═════ DATASET RECORDS ═════
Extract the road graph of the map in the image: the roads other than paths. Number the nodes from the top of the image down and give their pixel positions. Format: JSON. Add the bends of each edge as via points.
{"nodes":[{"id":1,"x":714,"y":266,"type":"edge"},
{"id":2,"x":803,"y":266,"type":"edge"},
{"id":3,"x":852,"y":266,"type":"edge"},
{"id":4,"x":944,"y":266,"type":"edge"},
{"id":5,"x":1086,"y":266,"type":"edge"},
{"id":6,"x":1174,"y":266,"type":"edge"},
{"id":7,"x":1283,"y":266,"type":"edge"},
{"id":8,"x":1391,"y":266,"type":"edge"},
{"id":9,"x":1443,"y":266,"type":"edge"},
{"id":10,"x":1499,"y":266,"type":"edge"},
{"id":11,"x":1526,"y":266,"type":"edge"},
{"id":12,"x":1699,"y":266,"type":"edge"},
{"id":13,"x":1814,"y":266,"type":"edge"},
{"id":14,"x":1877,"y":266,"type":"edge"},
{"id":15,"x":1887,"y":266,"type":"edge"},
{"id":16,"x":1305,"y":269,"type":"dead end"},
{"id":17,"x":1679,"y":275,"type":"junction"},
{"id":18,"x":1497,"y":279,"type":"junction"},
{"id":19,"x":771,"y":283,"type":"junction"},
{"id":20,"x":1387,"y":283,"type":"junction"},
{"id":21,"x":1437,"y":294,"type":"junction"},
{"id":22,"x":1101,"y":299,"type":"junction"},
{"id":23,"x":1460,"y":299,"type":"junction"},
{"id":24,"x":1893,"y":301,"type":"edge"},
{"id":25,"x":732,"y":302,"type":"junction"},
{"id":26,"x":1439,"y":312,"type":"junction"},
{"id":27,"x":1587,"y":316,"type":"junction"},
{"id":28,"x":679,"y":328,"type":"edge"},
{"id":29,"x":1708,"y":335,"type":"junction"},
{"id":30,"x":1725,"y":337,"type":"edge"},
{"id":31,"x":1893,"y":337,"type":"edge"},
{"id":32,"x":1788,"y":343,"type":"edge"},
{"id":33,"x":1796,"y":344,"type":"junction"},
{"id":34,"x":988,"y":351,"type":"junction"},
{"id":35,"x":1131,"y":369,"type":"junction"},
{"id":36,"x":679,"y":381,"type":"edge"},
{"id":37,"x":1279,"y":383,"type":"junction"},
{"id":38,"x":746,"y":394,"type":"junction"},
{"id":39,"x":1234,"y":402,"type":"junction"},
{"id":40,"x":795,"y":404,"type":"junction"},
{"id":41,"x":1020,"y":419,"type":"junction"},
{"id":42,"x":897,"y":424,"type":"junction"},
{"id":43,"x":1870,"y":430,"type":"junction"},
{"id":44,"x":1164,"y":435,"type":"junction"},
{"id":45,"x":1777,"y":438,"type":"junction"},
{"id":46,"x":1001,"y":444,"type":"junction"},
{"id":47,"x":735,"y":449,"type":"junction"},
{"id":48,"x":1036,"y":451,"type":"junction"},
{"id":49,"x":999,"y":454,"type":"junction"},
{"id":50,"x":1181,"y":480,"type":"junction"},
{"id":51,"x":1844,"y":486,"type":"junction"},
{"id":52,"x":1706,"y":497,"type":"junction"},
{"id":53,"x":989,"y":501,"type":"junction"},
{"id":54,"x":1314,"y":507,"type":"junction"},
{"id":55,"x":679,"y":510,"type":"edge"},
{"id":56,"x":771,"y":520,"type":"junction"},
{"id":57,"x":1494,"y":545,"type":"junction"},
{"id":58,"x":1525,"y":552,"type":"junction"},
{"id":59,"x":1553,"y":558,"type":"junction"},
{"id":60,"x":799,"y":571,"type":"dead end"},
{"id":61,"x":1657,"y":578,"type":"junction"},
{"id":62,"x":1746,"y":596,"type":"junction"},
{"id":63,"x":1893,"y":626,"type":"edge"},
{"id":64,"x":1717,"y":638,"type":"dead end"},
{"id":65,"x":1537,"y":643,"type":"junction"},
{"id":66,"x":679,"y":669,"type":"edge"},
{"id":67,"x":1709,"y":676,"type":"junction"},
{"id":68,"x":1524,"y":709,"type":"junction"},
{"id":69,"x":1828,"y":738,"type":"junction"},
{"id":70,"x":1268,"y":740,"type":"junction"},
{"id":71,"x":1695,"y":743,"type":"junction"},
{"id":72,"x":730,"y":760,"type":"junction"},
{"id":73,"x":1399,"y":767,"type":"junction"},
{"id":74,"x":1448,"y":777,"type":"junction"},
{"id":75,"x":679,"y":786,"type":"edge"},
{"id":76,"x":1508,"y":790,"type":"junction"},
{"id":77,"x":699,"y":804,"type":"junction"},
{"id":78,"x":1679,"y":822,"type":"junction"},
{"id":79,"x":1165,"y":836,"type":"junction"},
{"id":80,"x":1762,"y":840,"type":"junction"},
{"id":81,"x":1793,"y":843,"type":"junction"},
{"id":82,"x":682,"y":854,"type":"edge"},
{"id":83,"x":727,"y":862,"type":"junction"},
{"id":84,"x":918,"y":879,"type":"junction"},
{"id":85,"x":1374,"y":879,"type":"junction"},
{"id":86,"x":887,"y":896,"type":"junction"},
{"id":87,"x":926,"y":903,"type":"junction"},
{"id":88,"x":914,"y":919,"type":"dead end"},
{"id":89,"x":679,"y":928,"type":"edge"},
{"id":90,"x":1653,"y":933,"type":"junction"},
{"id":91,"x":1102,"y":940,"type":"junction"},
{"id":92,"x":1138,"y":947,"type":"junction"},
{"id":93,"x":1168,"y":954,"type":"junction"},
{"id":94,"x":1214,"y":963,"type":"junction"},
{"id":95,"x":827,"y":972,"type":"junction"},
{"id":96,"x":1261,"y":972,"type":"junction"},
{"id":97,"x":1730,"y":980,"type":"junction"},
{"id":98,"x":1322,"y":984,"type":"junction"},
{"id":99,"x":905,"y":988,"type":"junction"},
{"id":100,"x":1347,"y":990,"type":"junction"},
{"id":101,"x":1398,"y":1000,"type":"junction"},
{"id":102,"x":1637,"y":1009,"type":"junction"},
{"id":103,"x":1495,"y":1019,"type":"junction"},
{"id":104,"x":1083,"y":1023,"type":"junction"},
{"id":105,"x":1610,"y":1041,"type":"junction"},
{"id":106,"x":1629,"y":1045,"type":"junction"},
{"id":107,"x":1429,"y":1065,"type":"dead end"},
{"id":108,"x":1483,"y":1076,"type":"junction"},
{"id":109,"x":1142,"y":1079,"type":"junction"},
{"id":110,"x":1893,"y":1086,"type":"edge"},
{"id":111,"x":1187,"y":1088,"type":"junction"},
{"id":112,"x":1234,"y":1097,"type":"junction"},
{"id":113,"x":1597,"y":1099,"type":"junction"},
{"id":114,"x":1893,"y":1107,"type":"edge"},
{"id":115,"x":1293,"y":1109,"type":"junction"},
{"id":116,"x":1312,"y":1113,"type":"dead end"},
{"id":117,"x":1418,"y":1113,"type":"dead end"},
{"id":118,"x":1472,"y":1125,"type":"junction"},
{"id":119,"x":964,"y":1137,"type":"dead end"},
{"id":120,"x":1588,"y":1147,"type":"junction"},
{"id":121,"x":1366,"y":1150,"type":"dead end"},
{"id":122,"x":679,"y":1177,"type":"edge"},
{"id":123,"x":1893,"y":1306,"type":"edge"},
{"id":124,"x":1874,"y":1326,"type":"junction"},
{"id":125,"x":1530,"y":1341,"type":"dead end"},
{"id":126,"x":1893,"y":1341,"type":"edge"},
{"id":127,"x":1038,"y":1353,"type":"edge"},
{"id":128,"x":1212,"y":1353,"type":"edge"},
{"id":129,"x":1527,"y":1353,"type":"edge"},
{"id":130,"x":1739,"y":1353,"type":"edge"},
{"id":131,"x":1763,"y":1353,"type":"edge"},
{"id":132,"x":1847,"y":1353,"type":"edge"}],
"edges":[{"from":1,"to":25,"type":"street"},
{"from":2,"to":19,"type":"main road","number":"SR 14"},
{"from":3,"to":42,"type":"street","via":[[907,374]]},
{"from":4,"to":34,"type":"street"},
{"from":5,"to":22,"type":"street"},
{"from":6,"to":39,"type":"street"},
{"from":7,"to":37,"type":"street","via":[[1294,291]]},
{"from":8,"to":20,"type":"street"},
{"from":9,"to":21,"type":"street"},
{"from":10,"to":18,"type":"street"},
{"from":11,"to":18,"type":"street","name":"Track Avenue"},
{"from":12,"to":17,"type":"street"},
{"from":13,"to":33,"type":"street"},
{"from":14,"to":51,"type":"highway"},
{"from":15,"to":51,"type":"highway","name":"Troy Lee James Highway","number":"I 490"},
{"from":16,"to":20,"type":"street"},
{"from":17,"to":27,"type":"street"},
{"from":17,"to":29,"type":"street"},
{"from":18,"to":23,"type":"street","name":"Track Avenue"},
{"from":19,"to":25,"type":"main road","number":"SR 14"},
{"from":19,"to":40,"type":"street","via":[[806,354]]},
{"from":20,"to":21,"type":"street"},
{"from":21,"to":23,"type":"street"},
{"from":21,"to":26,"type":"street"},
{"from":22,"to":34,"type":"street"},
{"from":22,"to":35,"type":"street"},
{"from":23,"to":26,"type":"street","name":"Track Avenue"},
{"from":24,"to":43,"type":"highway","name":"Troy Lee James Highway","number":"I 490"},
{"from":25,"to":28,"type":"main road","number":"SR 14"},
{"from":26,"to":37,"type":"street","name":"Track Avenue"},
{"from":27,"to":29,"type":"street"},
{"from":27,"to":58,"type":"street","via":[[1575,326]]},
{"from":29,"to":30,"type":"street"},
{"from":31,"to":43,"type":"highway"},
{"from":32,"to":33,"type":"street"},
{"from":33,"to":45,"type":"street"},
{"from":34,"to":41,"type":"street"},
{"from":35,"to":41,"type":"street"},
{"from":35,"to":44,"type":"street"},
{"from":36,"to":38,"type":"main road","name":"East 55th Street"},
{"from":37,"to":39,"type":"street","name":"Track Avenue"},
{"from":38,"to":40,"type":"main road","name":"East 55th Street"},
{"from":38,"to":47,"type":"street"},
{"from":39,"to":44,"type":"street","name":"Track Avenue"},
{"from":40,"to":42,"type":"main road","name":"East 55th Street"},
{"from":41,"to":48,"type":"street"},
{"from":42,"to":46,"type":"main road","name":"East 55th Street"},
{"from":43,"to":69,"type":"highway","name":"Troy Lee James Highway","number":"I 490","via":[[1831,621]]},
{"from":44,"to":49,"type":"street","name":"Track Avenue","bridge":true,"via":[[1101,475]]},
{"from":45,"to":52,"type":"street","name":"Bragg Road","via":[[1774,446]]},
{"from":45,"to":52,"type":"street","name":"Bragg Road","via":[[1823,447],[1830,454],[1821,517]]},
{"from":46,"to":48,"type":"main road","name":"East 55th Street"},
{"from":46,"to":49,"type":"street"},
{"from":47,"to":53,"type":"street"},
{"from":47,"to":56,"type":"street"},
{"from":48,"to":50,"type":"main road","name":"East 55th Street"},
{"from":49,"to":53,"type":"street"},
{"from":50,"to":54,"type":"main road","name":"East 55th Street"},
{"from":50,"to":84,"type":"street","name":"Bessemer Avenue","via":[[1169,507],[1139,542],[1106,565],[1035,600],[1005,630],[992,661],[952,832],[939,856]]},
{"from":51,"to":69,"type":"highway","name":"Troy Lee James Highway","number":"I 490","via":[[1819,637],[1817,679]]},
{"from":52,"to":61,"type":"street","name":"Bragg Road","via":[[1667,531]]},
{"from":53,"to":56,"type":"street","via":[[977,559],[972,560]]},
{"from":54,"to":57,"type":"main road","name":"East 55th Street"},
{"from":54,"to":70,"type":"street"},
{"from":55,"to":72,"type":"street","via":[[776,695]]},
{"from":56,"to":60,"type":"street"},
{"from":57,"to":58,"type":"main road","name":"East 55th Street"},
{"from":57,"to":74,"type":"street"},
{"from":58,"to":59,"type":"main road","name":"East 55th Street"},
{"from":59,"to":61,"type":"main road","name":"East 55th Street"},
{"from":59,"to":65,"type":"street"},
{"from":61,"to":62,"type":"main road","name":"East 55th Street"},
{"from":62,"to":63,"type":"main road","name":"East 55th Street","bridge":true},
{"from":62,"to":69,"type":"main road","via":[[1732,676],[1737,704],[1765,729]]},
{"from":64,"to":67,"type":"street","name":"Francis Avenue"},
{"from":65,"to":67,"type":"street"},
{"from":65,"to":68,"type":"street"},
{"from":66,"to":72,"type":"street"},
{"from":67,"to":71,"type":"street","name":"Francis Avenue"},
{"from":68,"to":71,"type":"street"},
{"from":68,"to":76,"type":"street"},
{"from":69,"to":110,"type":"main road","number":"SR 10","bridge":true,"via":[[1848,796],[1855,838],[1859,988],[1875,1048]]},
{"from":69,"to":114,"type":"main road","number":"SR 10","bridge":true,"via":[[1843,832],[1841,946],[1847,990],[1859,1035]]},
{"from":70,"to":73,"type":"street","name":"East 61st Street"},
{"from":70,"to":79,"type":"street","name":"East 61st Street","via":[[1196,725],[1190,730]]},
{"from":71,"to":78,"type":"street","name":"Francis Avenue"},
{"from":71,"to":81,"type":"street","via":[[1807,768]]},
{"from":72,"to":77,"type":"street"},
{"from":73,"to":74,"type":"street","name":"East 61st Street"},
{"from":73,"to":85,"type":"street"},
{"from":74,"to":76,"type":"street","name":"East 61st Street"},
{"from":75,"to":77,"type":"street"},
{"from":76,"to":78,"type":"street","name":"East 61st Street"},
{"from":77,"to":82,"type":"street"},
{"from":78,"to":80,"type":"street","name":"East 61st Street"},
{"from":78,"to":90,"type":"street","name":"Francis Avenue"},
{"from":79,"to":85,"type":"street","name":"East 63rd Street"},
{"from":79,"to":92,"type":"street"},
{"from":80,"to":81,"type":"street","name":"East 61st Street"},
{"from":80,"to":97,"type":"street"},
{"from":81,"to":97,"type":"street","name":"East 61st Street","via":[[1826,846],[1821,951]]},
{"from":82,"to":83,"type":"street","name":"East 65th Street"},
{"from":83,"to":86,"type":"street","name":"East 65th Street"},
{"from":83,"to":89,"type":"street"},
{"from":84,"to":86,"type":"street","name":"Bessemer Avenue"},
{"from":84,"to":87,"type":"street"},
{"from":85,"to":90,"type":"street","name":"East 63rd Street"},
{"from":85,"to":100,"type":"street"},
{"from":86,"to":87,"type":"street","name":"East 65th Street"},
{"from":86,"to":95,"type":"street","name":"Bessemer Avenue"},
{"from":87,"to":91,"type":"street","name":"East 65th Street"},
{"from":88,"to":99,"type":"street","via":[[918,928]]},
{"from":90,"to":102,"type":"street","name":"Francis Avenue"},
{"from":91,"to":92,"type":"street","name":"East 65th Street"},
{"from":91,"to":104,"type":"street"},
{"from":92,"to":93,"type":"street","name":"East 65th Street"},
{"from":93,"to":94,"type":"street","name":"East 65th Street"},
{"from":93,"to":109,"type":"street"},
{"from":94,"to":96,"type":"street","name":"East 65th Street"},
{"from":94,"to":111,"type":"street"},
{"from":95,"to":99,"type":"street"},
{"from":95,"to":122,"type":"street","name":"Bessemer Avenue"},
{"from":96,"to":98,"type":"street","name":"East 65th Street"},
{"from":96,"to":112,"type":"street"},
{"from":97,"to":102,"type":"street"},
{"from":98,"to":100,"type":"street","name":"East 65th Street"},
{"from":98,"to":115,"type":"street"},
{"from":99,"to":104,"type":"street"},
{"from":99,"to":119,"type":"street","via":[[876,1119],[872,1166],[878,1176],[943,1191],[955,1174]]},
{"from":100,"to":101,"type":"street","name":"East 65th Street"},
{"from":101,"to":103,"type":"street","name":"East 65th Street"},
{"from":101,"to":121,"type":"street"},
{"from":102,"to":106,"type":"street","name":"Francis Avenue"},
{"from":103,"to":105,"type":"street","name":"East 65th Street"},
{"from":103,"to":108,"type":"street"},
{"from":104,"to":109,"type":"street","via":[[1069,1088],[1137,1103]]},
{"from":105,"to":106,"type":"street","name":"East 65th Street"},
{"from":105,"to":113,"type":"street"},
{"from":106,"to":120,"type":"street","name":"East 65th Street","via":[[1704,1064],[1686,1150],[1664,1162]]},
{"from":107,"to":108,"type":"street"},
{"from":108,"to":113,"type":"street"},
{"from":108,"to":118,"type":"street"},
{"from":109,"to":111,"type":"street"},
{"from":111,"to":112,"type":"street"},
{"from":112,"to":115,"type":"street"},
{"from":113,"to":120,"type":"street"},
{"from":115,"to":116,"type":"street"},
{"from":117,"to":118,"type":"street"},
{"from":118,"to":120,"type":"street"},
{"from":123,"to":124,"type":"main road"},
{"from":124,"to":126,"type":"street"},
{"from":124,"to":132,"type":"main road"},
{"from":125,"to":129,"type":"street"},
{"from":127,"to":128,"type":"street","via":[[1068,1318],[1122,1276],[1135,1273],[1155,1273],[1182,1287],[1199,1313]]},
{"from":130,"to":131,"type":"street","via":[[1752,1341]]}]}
═════
- TASK REQUIREMENTS -
Show me every line in the data above that includes "nodes".

- EXERCISE RESULT -
Extract the road graph of the map in the image: the roads other than paths. Number the nodes from the top of the image down and give their pixel positions. Format: JSON. Add the bends of each edge as via points.
{"nodes":[{"id":1,"x":714,"y":266,"type":"edge"},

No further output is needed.